Zehn Hochhausprojekte sind derzeit für Dresden in Planung oder ihr Bau hat sogar schon begonnen. Aber passen sie auch alle ins Stadtbild? Sind sie zu hoch oder zu klotzig? Klare Prämissen für den Bau will die Stadtratskooperation aus Grünen, Linken und er SPD jetzt in einem Leitbild für Hochhäsuer festlegen.

Viele Neubauvorhaben würden von den Investoren, dem Stadtplanungsamt oder sogar in Werkstattverfahren nur im direkten Umfeld betrachtet. „Die Auswirkung auf das Gesamtstadtbild wird oft nicht beachtet. Genau das spielt aber eine enorme Rolle“, sagt Hendrik Stalmann-Fischer, der baupolitische Sprecher der SPD im Stadtrat. Erst jüngst hatte die Gesellschaft Historischer Neumarkt (GHND) kritisiert, dass das Hochhaus am Pirnaischen Platz nach der Sanierung die Stadtsilhouette verändere, weil es höher werde. „Doch genau in dem Fall stimmt das nicht. Die GHND hat den Standort Marienbrücke gewählt, was zu Verzerrungen führt“, sagt Thomas Löser von den Grünen.
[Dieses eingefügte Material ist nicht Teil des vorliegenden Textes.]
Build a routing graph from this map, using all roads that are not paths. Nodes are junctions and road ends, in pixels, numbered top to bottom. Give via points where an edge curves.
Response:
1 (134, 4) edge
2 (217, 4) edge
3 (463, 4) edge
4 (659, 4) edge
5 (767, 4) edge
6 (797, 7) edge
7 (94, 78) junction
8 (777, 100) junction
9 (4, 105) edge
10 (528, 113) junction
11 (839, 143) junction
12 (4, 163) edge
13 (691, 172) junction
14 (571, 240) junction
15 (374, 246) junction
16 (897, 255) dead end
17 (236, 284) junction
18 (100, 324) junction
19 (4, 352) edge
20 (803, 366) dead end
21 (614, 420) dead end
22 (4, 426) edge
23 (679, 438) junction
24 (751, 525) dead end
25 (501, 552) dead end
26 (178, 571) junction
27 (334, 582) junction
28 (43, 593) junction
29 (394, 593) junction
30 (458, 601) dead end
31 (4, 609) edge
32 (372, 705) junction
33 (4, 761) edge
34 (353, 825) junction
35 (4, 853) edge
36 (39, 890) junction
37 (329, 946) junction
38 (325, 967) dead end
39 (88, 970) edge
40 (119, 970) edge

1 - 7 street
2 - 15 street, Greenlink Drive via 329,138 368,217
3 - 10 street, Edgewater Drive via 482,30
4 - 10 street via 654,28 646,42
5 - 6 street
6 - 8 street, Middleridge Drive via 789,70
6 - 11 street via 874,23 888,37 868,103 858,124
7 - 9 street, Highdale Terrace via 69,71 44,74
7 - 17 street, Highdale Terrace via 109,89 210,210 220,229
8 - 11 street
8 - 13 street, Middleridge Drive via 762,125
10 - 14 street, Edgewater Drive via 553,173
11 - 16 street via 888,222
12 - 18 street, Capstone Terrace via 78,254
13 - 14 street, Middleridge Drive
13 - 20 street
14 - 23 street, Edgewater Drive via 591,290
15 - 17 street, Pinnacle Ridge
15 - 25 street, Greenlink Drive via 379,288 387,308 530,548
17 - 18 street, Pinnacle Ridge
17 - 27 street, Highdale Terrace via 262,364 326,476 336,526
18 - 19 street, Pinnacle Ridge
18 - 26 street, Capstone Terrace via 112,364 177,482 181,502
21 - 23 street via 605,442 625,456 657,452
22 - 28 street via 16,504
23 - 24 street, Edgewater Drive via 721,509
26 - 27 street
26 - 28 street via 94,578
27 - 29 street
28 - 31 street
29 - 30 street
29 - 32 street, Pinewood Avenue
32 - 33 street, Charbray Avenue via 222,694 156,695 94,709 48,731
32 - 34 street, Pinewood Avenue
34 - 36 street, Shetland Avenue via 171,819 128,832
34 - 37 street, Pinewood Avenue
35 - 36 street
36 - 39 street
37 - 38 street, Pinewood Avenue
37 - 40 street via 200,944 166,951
Grundsätzlich aber mache sich in der Stadt das Gefühl breit, dass viele Investoren durch den immer knapper werdenden Baugrund immer mehr in die Höhe bauen wollen, sagt Löser. „Aber nicht die ökonomische Nachfrage darf bestimmen, wo Hochhäuser entstehen. Dafür muss die Stadt selbst ein Leitbild entwickeln. “ Linken-Stadtrat Tilo Wirtz führt ein Beispiel an: Beim geplanten Hochhaus am Lennéplatz seien Denkmalschutz und Amt für Stadtgrün viel zu spät einbezogen worden. Sie befürchten, dass das Hochhaus viel zu dicht an die denkmalgeschützte Gartenanlage heranrückt und diese fast erdrückt. Es musste umgeplant werden, ein Kompromiss ist inzwischen gefunden. „Aber der Hickhack hätte vermieden werden können, wenn wir klare Regeln hätten, wo in Dresden Hochhäuser angebracht sind und wo nicht“, sagt Wirtz.

Die drei Fraktionen haben jetzt den Antrag „Wildwuchs von Hochhäusern im Stadtbild verhindern“ eingebracht, mit dem das Dresdner Leitbild für die Hochhausentwicklung entstehen soll. „Wir wissen, dass auch der Baubürgermeister ein Hochhauskonzept erstellen lässt und wollen dies mit unserem Antrag unterstützen“, sagt Thomas Löser. Dabei müsse man auch darüber sprechen, was man sich für die Stadt wünsche, ob beispielsweise eine Silhouette mit 200-Meter-Hochhäusern wie in Frankfurt am Main auch Dresden gut stehen würde. „Höhen müssen durchaus diskutiert werden“, sagt Löser. Wichtig ist allen drei Parteien zu sagen, dass mit diesem Antrag der Hochhausbau zwar reguliert, aber keineswegs verboten werden soll. „Es gibt einige Orte in der Stadt, wo sie gut hinpassen. Zum Beispiel am Wiener Platz, wo sie den Hauptbahnhof gut fassen“, sagt Stalmann-Fischer.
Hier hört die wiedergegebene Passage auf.